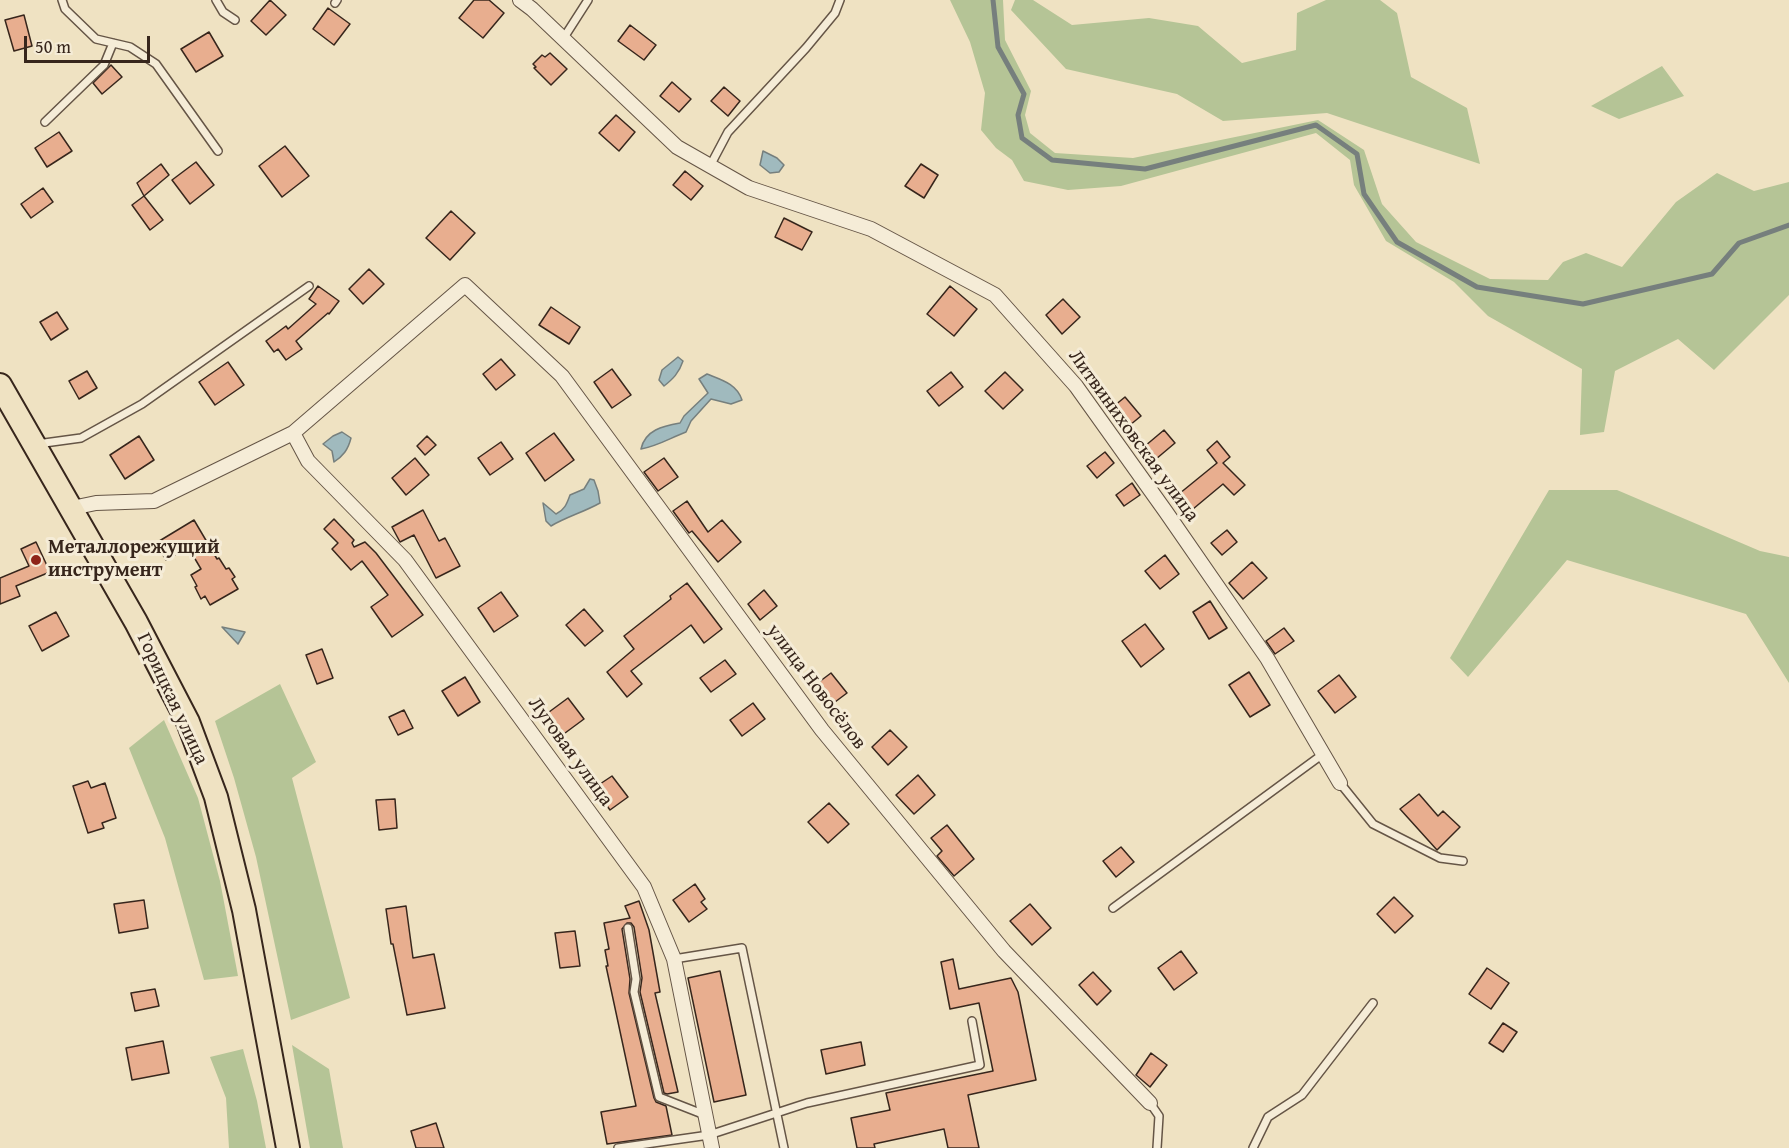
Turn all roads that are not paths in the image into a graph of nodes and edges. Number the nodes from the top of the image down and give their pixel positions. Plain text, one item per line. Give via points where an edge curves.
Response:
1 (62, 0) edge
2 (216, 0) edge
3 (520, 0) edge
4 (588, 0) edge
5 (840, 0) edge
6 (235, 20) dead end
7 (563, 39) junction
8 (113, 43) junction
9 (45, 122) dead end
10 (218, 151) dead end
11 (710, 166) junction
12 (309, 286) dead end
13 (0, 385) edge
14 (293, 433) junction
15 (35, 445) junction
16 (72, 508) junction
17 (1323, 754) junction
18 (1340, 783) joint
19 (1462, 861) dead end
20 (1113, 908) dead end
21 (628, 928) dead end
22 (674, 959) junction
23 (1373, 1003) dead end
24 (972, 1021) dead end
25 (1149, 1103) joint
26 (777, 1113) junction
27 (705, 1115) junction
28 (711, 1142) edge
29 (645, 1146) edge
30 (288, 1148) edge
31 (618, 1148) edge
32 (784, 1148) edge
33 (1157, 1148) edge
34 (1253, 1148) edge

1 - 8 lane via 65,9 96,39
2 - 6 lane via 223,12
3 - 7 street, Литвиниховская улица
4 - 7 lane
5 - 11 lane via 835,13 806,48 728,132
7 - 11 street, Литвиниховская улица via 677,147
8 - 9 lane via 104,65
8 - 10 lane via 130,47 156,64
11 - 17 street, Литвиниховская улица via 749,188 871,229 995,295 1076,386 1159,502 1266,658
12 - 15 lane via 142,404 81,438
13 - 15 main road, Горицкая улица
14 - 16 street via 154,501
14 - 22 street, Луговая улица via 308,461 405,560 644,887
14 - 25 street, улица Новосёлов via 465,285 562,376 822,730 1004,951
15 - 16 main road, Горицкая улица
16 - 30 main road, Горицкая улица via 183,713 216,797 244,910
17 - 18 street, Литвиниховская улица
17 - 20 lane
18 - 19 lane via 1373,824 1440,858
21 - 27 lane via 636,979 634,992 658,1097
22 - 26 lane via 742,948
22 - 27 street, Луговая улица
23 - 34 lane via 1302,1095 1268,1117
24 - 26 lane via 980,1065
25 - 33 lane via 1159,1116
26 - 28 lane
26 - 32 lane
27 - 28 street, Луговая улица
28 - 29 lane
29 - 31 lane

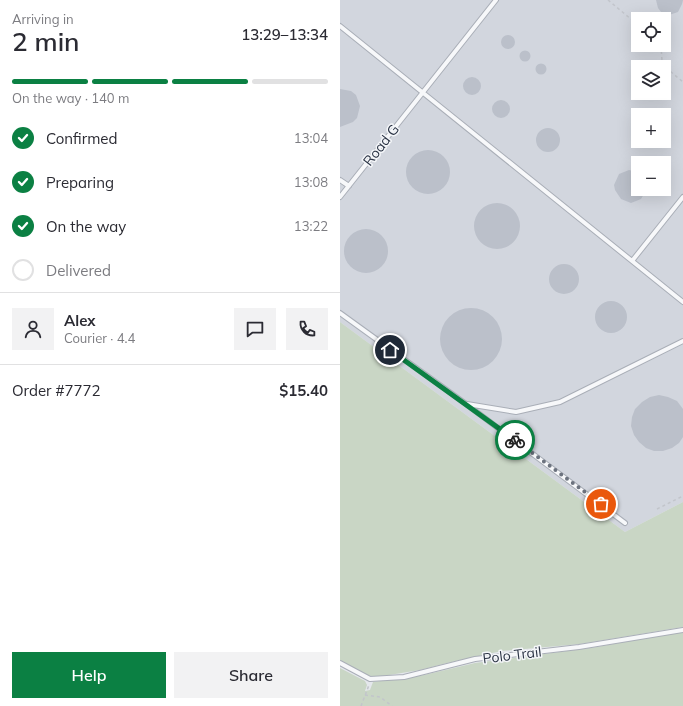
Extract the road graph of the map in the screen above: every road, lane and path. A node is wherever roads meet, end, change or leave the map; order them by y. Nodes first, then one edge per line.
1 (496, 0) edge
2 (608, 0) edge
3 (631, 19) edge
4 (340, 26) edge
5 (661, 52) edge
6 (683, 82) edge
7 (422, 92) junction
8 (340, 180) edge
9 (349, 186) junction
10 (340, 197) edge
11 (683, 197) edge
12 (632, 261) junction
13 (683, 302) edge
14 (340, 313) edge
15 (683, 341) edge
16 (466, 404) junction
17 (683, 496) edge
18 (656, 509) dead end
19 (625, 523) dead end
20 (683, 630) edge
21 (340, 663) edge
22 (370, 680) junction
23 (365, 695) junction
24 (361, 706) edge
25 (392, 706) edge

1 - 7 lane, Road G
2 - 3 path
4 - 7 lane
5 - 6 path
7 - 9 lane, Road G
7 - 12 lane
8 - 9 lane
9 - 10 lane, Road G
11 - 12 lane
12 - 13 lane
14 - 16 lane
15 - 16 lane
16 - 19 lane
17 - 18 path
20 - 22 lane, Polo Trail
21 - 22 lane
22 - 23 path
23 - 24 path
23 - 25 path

------------------------------------------------

Return only the count of lines in the listing above that hold the string "street".

» **Exercise answer**:
9